Tour of Town

Some pictures of town, by request:

Town_4

Corner of Main (US Highway 191) and Center, looking north. These were taken a few weeks back – note the lack of tourists.

The bottom floor of the building at the corner was a horrible restaurant that went out of business 3 or 4 years back, and has been vacant ever since. Someone has rented the building and plans on opening a new restaurant soon.

Town_5

Same corner looking south. Note how the cliffs of the Moab Rim are visible from just about everywhere.

Main Street is mostly hotels, restaurants, and things like souvenir shops; although it’s also where the businesses for locals are, like the grocery shops, banks, and drug store.

Q: How do you know you’re in a small town? A: The Chevy and Ford dealers – the only two car dealers in town – are the same business!

Town_1

This is Center Street, out near the Museum and the Government buildings. Again, can’t miss those cliffs.

Town_3

Also on Center: physical therapy office. Bike shop next door is a small, recent one (#5 of about 8 in town).

Town_2

This is Star Hall – a wonderful classic old west hall, perfectly preserved, and still in regular use. Built by a certain religious group – $1 to the first person who guesses which one – and opened in 1906. It’s been used for everything you can think of since.

Town_6

The uranium boom of the 1950’s is still visible – hopefully the “Uranium Building” wasn’t actually built from uranium. Maybe the t-shirts they sell there now will glow in the dark?

Town_7

This is a storefront from that same era – basically unchanged for 60+ years. I’ve found this same building in old black-and-white photos of the era, back in the days where it had paint. It’s a vacant building now. The Mexican restaurant next door was an alleyway back then – at some point I guess they threw up a storefront and put in tables; it still doesn’t have a real roof.

Town_10

When the uranium boom hit, the guy who found the big lode – Charlie Steen – immediately became insanely rich. He bought up a huge section of land, and built a house on the top of the cliff overlooking town (the upper building in the photo). So, imagine you’re a lowly mine worker living in town…. every time you look up, you see your boss’ house, looming over yours.

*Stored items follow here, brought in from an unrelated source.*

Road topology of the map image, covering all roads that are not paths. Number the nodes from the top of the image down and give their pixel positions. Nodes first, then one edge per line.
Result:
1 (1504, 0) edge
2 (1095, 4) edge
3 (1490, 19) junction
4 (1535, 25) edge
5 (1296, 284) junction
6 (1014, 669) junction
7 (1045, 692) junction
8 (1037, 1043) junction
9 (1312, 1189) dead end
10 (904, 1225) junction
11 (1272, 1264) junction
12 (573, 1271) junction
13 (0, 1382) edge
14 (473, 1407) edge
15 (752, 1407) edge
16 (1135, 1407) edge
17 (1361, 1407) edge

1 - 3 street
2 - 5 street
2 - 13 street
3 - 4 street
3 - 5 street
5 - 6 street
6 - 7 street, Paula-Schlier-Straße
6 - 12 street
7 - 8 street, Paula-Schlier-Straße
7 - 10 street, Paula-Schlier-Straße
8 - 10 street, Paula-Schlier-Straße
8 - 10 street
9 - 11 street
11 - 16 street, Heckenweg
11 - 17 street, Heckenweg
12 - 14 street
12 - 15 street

The house up on the cliff is now a restaurant – haven’t been yet (just biked up there for the view). At night, with the restaurant lights on, you can see it from just about everywhere in town.

Town_9

*The* restaurant in town is Milt’s. Back in the uranium boom, one guy decided not to go work in the mines; instead he opened up a diner, and probably made a thousand times the money your average miner did. Still open, but basically unchanged for 60-plus years. Well, maybe they changed the french fry oil once, but that’s about it. Absolutely everyone in town eats at Milt’s.

Town_8

Another 50’s relic… John Wayne slept here. No, seriously – he and countless other Hollywood stars were here in that whole Western-movie fad of the ’50s and ’60s. They’re still shooting films here – and videos, and commercials – there’s even a Film Commission and a few production companies in town.